Sami Kohen

Sami Kohen

skohen@milliyet.com.tr

Tüm Yazıları
Haberin Devamı


       Brüksel'de AB Komisyonu yetkilileri şu sırada Türkiye ile Katılım Ortaklığı Belgesi taslağı üzerindeki çalışmaları tamamlamak üzere. Tasarı üzerinde yapılmakta olan son rötuşlarla, belgenin bu haftanın sonunda hazır olması bekleniyor.
       Dışişleri Bakanı İsmail Cem ve Başbakan Yardımcısı Mesut Yılmaz'ın ilgililerle yaptığı son görüşmelerden sonra, Türk diplomasisi bu hafta metin son şeklini almadan, bazı ifadeleri Türk görüşü doğrultusunda değiştirme veya düzeltme çabası içinde.
       8 Kasım'da açıklanacak olan belge, nihayet AB Konseyi'nin 20 Kasım veya 4 Aralık tarihlerinde yapacakları toplantıda ele alınacak ve kesinleşecek.
       Kısacası önümüzdeki günler, Türkiye - AB ilişkilerinde belirleyici bir geri sayma dönemi oluşturacaktır.
       * * *
       KATILIM Ortaklığı Belgesi ile AB, Türkiye'nin adaylıktan tam üyeliğe geçişi için neler yapması gerektiğini ve bununla ilgili beklentilerini ortaya koyacaktır.
       Bundan sonra, inisiyatif AB'den Türkiye'ye geçmiş olacaktır. Türkiye bu "yol haritası"nı dikkate alarak, "Ulusal Programı"nı hazırlayacak, yani AB ile bütünleşmek için atacağı adımları belirleyecektir.
       Yeni kurulan AB Genel Sekreterliği bu konuda teknik hazırlıklarını hızla yapıyor. Ancak Katılım Ortaklığı Belgesi ortaya çıktıktan sonra, hükümetin Ulusal Program'ın ana hatlarını saptayıp Genel Sekreterliğe gereken talimatı vermesi gerekecek. Bu kurumun başında bulunan Volkan Vural'ın tahminine göre her şey zamanında yapılırsa, Ulusal Program yıl sonuna kadar hazır olacak.

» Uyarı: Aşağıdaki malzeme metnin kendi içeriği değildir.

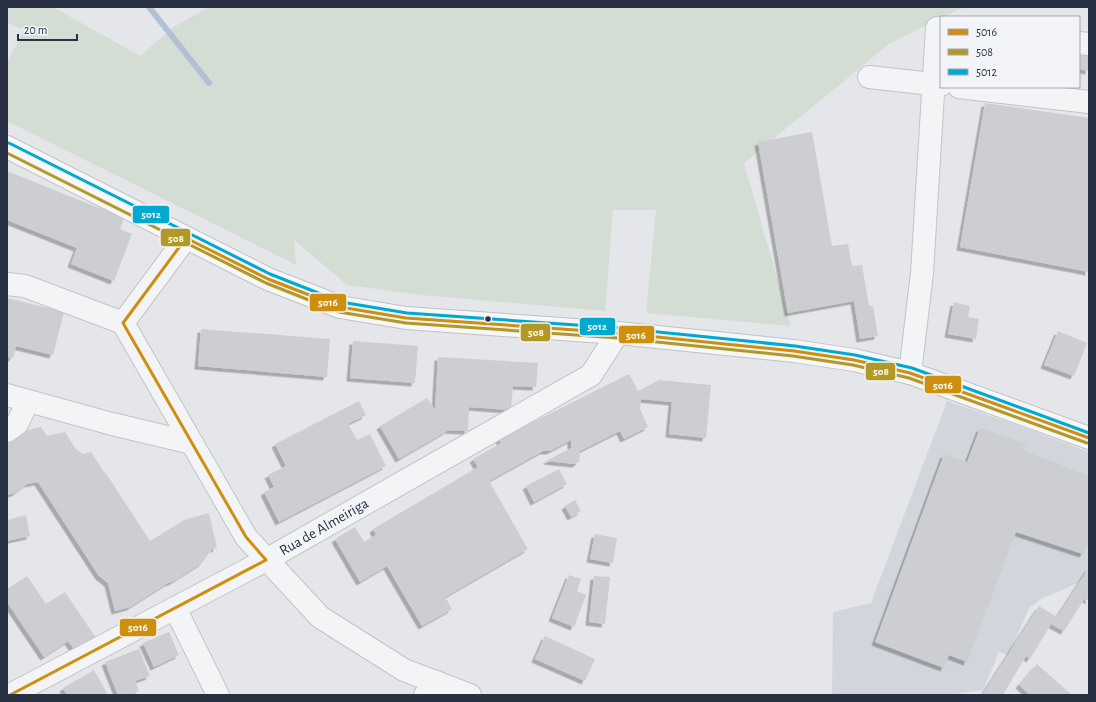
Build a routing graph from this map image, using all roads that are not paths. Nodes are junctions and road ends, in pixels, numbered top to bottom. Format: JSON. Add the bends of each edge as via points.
{"nodes":[{"id":1,"x":940,"y":28,"type":"edge"},
{"id":2,"x":869,"y":77,"type":"dead end"},
{"id":3,"x":937,"y":84,"type":"edge"},
{"id":4,"x":968,"y":88,"type":"edge"},
{"id":5,"x":1089,"y":102,"type":"edge"},
{"id":6,"x":7,"y":147,"type":"edge"},
{"id":7,"x":186,"y":238,"type":"junction"},
{"id":8,"x":7,"y":284,"type":"edge"},
{"id":9,"x":123,"y":323,"type":"junction"},
{"id":10,"x":618,"y":333,"type":"junction"},
{"id":11,"x":910,"y":373,"type":"junction"},
{"id":12,"x":7,"y":395,"type":"edge"},
{"id":13,"x":28,"y":401,"type":"junction"},
{"id":14,"x":7,"y":430,"type":"edge"},
{"id":15,"x":1089,"y":438,"type":"edge"},
{"id":16,"x":192,"y":443,"type":"junction"},
{"id":17,"x":266,"y":560,"type":"junction"},
{"id":18,"x":175,"y":608,"type":"junction"},
{"id":19,"x":431,"y":689,"type":"edge"},
{"id":20,"x":10,"y":695,"type":"edge"},
{"id":21,"x":218,"y":695,"type":"edge"},
{"id":22,"x":470,"y":695,"type":"edge"}],
"edges":[{"from":1,"to":3,"type":"street","via":[[937,28]]},
{"from":2,"to":3,"type":"street"},
{"from":3,"to":11,"type":"street","via":[[922,273]]},
{"from":4,"to":5,"type":"street"},
{"from":6,"to":7,"type":"main road"},
{"from":7,"to":9,"type":"street"},
{"from":7,"to":10,"type":"main road","via":[[268,279],[340,307],[406,318]]},
{"from":8,"to":9,"type":"street","via":[[26,286]]},
{"from":9,"to":16,"type":"street"},
{"from":10,"to":11,"type":"main road","via":[[794,351],[854,360]]},
{"from":10,"to":17,"type":"street","name":"Rua de Almeiriga","via":[[590,375]]},
{"from":11,"to":15,"type":"main road"},
{"from":12,"to":13,"type":"street"},
{"from":13,"to":14,"type":"street","via":[[17,424]]},
{"from":13,"to":16,"type":"street"},
{"from":16,"to":17,"type":"street","via":[[246,537]]},
{"from":17,"to":18,"type":"street","name":"Rua de Almeiriga"},
{"from":17,"to":19,"type":"street","via":[[320,617]]},
{"from":18,"to":20,"type":"street","name":"Rua de Almeiriga"},
{"from":18,"to":21,"type":"street"},
{"from":19,"to":22,"type":"street"}]}
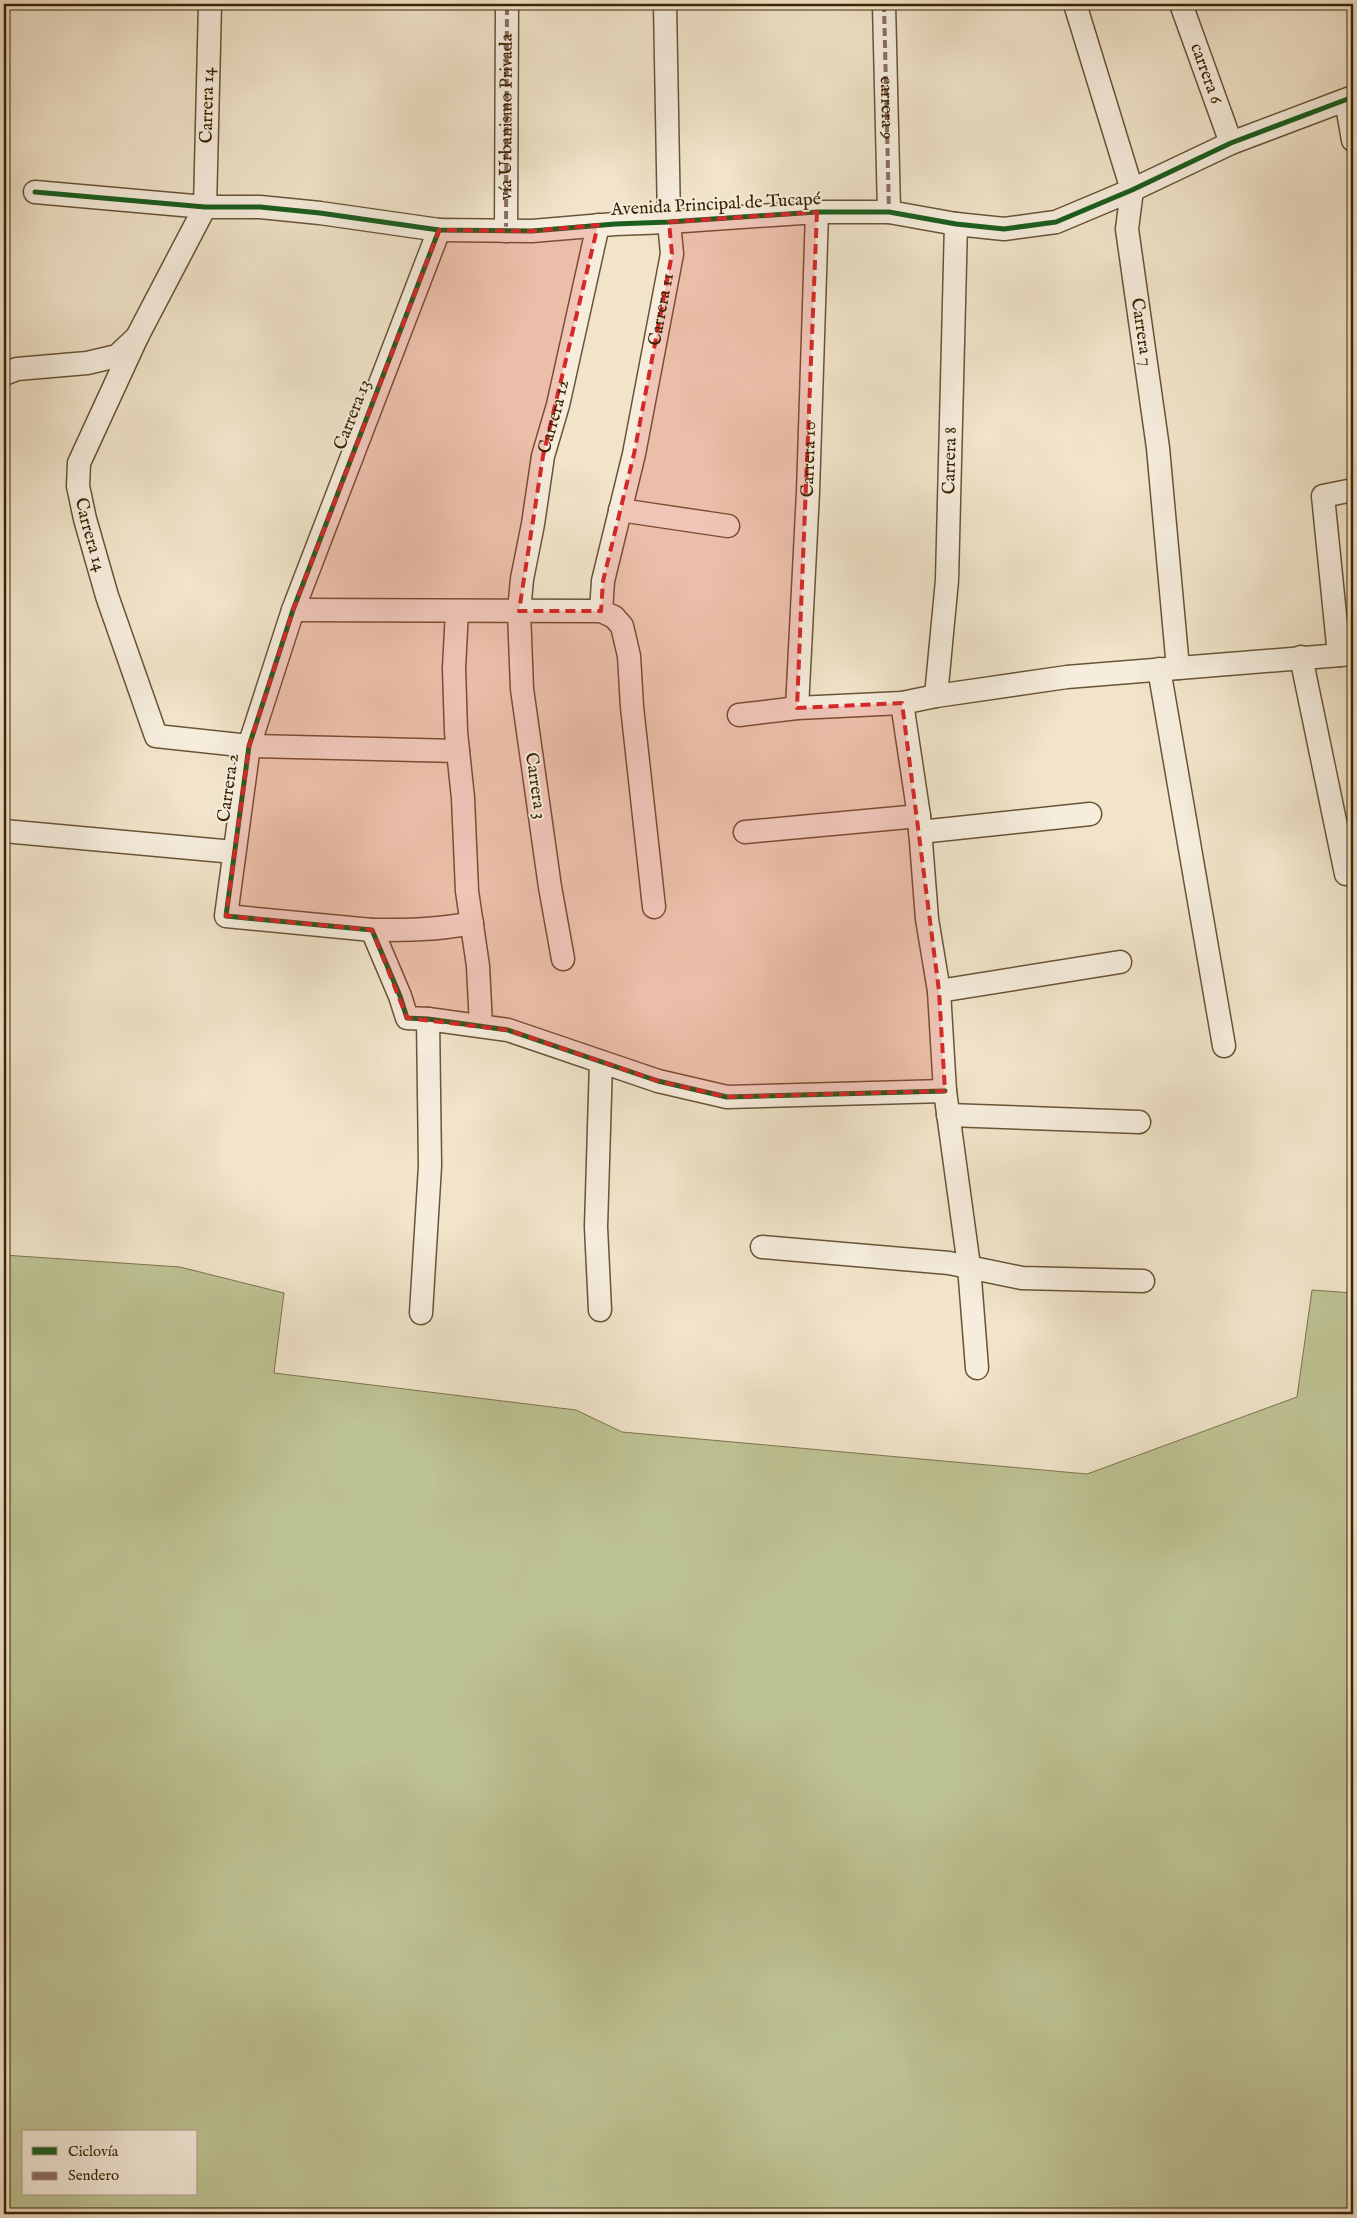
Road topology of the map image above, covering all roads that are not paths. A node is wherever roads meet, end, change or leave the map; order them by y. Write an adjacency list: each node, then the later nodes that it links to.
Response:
1 (210, 4): 12 (street, Carrera 14)
2 (506, 4): 19 (street, vía Urbanismo Privada)
3 (665, 4): 15 (street, Carrera 11)
4 (884, 4): 14 (street, carrera 9)
5 (1075, 4): 10 (street, Carrera 7)
6 (1182, 4): 9 (street, carrera 6)
7 (1350, 98): 8 (street); 9 (street, Avenida Principal de Tucapé)
8 (1353, 140)
9 (1231, 143): 10 (street, Avenida Principal de Tucapé)
10 (1132, 190): 16 (street, Avenida Principal de Tucapé); 31 (street, Carrera 7)
11 (35, 192): 12 (street)
12 (205, 207): 18 (street, Avenida Principal de Tucapé); 20 (street)
13 (817, 212): 14 (street, Avenida Principal de Tucapé); 15 (street, Avenida Principal de Tucapé); 34 (street, Carrera 10)
14 (889, 212): 16 (street, Avenida Principal de Tucapé)
15 (669, 222): 17 (street, Avenida Principal de Tucapé); 23 (street, Carrera 11)
16 (956, 224): 32 (street, Carrera 8)
17 (598, 225): 19 (street, Avenida Principal de Tucapé); 27 (street, Carrera 12)
18 (438, 230): 19 (street, Avenida Principal de Tucapé); 25 (street, Carrera 13)
19 (506, 231)
20 (137, 337): 21 (street); 36 (street, Carrera 14)
21 (4, 374)
22 (1353, 490): 29 (street)
23 (620, 510): 24 (street); 28 (street, Carrera 11)
24 (728, 526)
25 (294, 610): 26 (street); 36 (street, Carrera 2)
26 (457, 611): 27 (street); 37 (street)
27 (519, 611): 28 (street); 47 (street, Carrera 3)
28 (601, 611): 44 (street)
29 (1346, 654): 30 (street)
30 (1301, 658): 31 (street); 43 (street)
31 (1168, 669): 32 (street); 52 (street, Carrera 7)
32 (936, 696): 33 (street)
33 (902, 703): 34 (street); 39 (street)
34 (797, 708): 35 (street)
35 (739, 715)
36 (248, 746): 37 (street); 42 (street, Carrera 2)
37 (458, 750): 45 (street)
38 (1090, 814): 39 (street)
39 (920, 824): 41 (street); 49 (street)
40 (4, 831): 42 (street)
41 (745, 832)
42 (234, 852): 46 (street, Carrera 2)
43 (1346, 874)
44 (654, 906)
45 (472, 923): 46 (street); 51 (street)
46 (372, 930): 50 (street)
47 (563, 959)
48 (1120, 962): 49 (street)
49 (939, 991): 54 (street)
50 (428, 1019): 51 (street); 61 (street)
51 (481, 1026): 53 (street)
52 (1224, 1046)
53 (601, 1062): 54 (street); 60 (street)
54 (945, 1091): 55 (street)
55 (948, 1115): 56 (street); 58 (street)
56 (1139, 1122)
57 (762, 1247): 58 (street)
58 (969, 1266): 59 (street); 62 (street)
59 (1143, 1281)
60 (600, 1310)
61 (421, 1313)
62 (977, 1368)

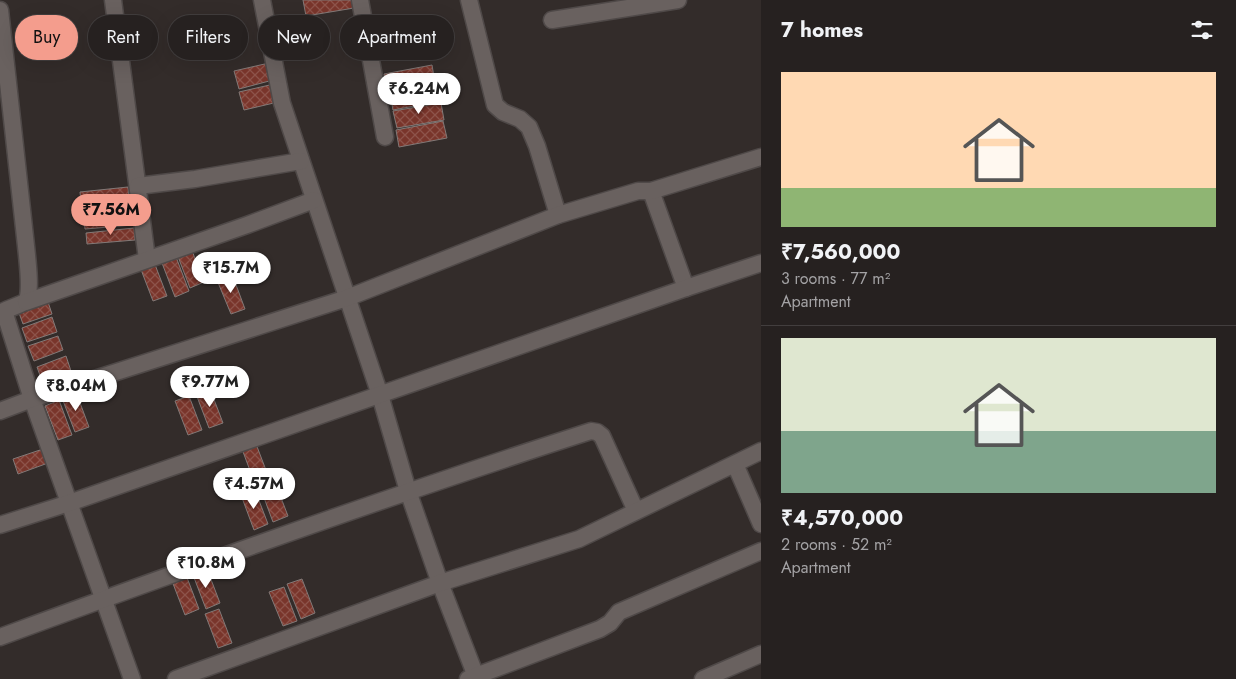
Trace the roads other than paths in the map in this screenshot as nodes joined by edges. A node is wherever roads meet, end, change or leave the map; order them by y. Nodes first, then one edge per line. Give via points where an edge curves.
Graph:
1 (113, 0) edge
2 (262, 0) edge
3 (360, 0) edge
4 (469, 0) edge
5 (678, 0) edge
6 (0, 10) edge
7 (552, 20) dead end
8 (385, 137) dead end
9 (761, 157) edge
10 (301, 160) junction
11 (138, 186) junction
12 (650, 191) junction
13 (314, 200) junction
14 (558, 215) junction
15 (147, 259) junction
16 (761, 263) edge
17 (686, 288) junction
18 (347, 298) junction
19 (26, 302) junction
20 (2, 311) edge
21 (380, 395) junction
22 (32, 399) junction
23 (0, 411) edge
24 (761, 451) edge
25 (735, 464) junction
26 (408, 491) junction
27 (69, 502) junction
28 (636, 512) junction
29 (761, 524) edge
30 (0, 526) edge
31 (761, 551) edge
32 (440, 583) junction
33 (103, 599) junction
34 (0, 637) edge
35 (761, 654) edge
36 (474, 678) edge
37 (132, 679) edge
38 (176, 679) edge
39 (702, 679) edge

1 - 11 street
2 - 10 street via 282,103
3 - 8 street
4 - 14 street via 495,105 529,127 538,146
5 - 7 street
6 - 19 street via 26,246 29,296
9 - 12 street
10 - 11 street
10 - 13 street
11 - 15 street
12 - 14 street via 638,191
12 - 17 street
13 - 15 street
13 - 18 street
14 - 18 street
15 - 19 street
16 - 17 street
17 - 21 street
18 - 21 street
18 - 22 street
19 - 20 street
20 - 22 street
21 - 26 street
21 - 27 street
22 - 23 street
22 - 27 street
24 - 25 street
25 - 28 street
25 - 29 street
26 - 28 street via 591,431 602,436
26 - 32 street
26 - 33 street
27 - 30 street
27 - 33 street
28 - 32 street via 579,539
31 - 36 street via 618,612 600,630
32 - 36 street
32 - 38 street
33 - 34 street
33 - 37 street
35 - 39 street

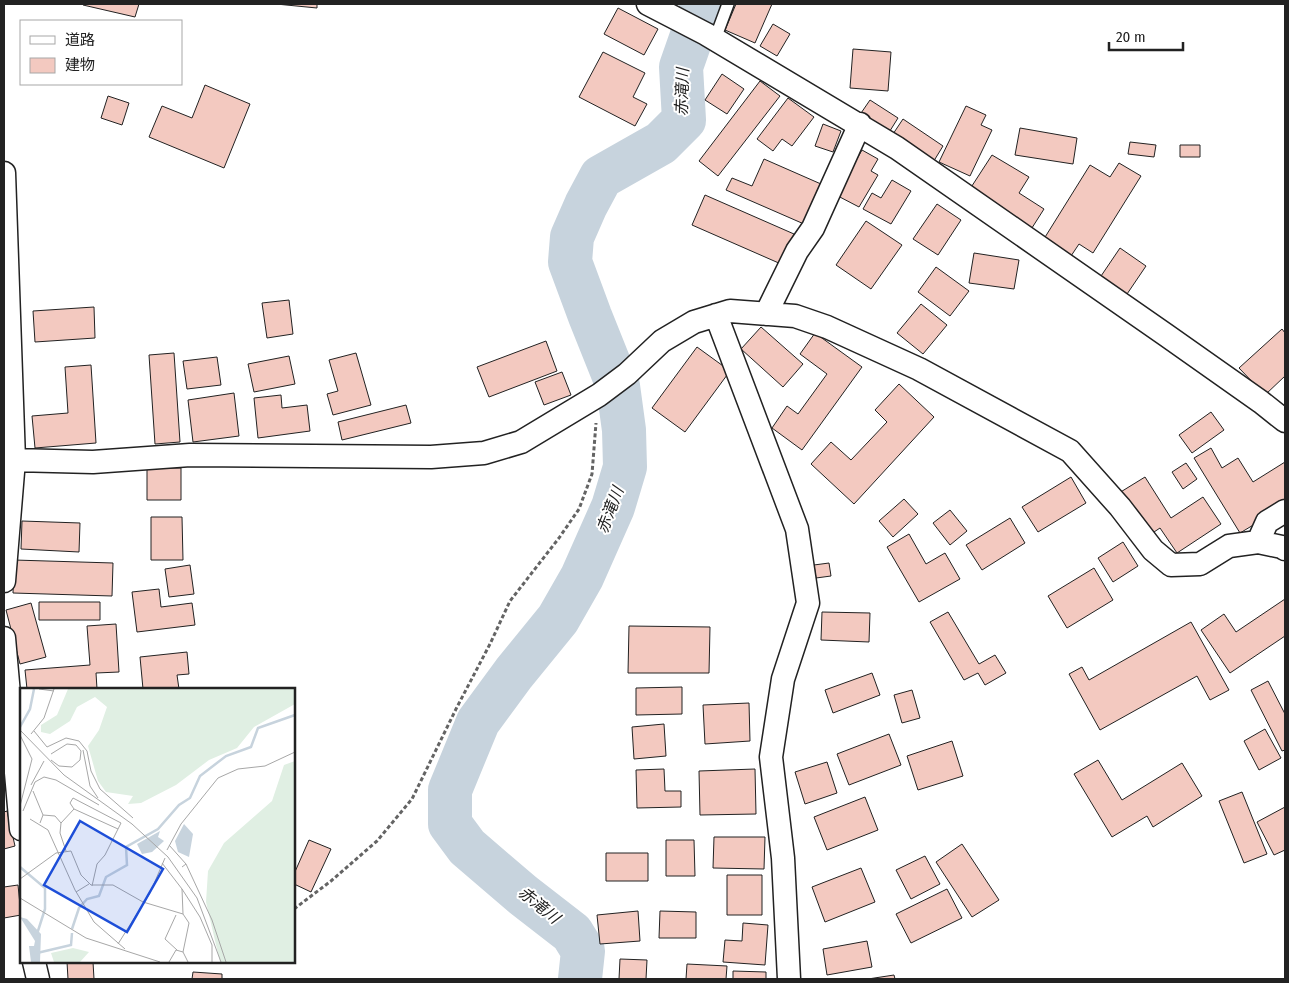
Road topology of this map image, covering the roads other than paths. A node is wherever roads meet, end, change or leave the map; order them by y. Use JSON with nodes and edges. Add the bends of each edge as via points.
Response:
{"nodes":[{"id":1,"x":648,"y":4,"type":"edge"},
{"id":2,"x":728,"y":4,"type":"edge"},
{"id":3,"x":710,"y":37,"type":"junction"},
{"id":4,"x":860,"y":124,"type":"junction"},
{"id":5,"x":4,"y":173,"type":"edge"},
{"id":6,"x":766,"y":314,"type":"junction"},
{"id":7,"x":716,"y":315,"type":"junction"},
{"id":8,"x":1285,"y":421,"type":"edge"},
{"id":9,"x":9,"y":461,"type":"edge"},
{"id":10,"x":1285,"y":511,"type":"edge"},
{"id":11,"x":1258,"y":542,"type":"junction"},
{"id":12,"x":1285,"y":549,"type":"edge"},
{"id":13,"x":4,"y":582,"type":"edge"},
{"id":14,"x":4,"y":638,"type":"edge"},
{"id":15,"x":20,"y":819,"type":"edge"},
{"id":16,"x":34,"y":963,"type":"edge"},
{"id":17,"x":38,"y":979,"type":"edge"},
{"id":18,"x":790,"y":979,"type":"edge"}],
"edges":[{"from":1,"to":3,"type":"street"},
{"from":2,"to":3,"type":"lane"},
{"from":3,"to":4,"type":"street"},
{"from":4,"to":6,"type":"street","via":[[813,228],[797,251]]},
{"from":4,"to":8,"type":"street","via":[[1142,318]]},
{"from":5,"to":9,"type":"street"},
{"from":6,"to":7,"type":"street","via":[[730,311]]},
{"from":6,"to":11,"type":"street","via":[[795,316],[852,338],[919,369],[1070,451],[1120,507],[1152,550],[1171,565],[1200,564],[1229,546]]},
{"from":7,"to":9,"type":"street","via":[[694,322],[662,340],[627,374],[598,395],[520,442],[484,453],[431,457],[190,455],[93,462]]},
{"from":7,"to":18,"type":"street","via":[[796,529],[808,603],[783,679],[771,757],[784,858]]},
{"from":9,"to":13,"type":"street"},
{"from":10,"to":11,"type":"street","via":[[1267,522]]},
{"from":11,"to":12,"type":"street"},
{"from":14,"to":15,"type":"street"},
{"from":16,"to":17,"type":"street"}]}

Artık ondan sonra, AB kriterlerine uyum sağlamayı hedefleyen programın uygulanması kalacak ki, bu da (en az programın hazırlanması kadar) zor bir iştir.
       * * *
       TAM üyelik müzakerelerinin başlaması, geniş ölçüde Ulusal Program'ın uygulanmasında gösterilecek performansa bağlı. Bu ne kadar sürer?
       Geçenlerde Dışişleri Bakanı, Türkiye'nin müzakere masasına 2001'in sonunda oturabileceğini söylemişti. Başbakan Yardımcısı ise demeçlerinde bunun fazla iyimser bir tahmin olduğunu belirtti. Bu arada Komisyon'un bu işle meşgul yetkilisi Verheugen, bunun olsa olsa kendi görev süresi bitmeden, yani 2005 yılına doğru gerçekleşebileceğini öne sürdü. Üstelik 2001'de AB'nin de Türkiye ile müzakereleri başlatacak durumda olmadığını vurguladı.
       Dolayısı ile bu aşamada kesin bir tarih telaffuz etmek, yanıltıcı olacaktır. Kuşkusuz bunun 2001 bitmeden gerçekleşmesi çok iyi olur. Çünkü: (1) AB'nin daha sonraki yıllarda genişleme politikası değişebilir, (2) İlk sıradaki ülkelerin üye olmasından sonra diğer adaylar daha çok bekletilebilir, (3) Kıbrıs'ın üyeliği ciddi sorun yaratabilir...
       Ne var ki, Türkiye'nin üyelik müzakerelerine oturması için yapması gerekenleri bir yıl zarfında yerine getirmesini beklemek gerçekten fazla iyimserlik olur.
       * * *
       O halde ne olacak?
       Çıkacak olan Katılım Ortaklığı Belgesi'nde Türkiye'nin hoşlanmayacağı veya kabul etmek istemeyeceği bazı hususlar yer alabilir. Eğer Türkiye, AB ile bütünleşme politikasını sürdürmek kararında ise, - itirazlarını dile getirmekle beraber - yoluna devam eder, kendi programını hazırlar ve uygular.
       Bunda önemli olan zamanı iyi kullanmaktır. Üyelik takvimini, hükümetin hızla stratejileri belirmekte, Meclis'in uyum yasaları çıkarmakta ve bürokrasinin uygulamada göstereceği performans belirleyecektir.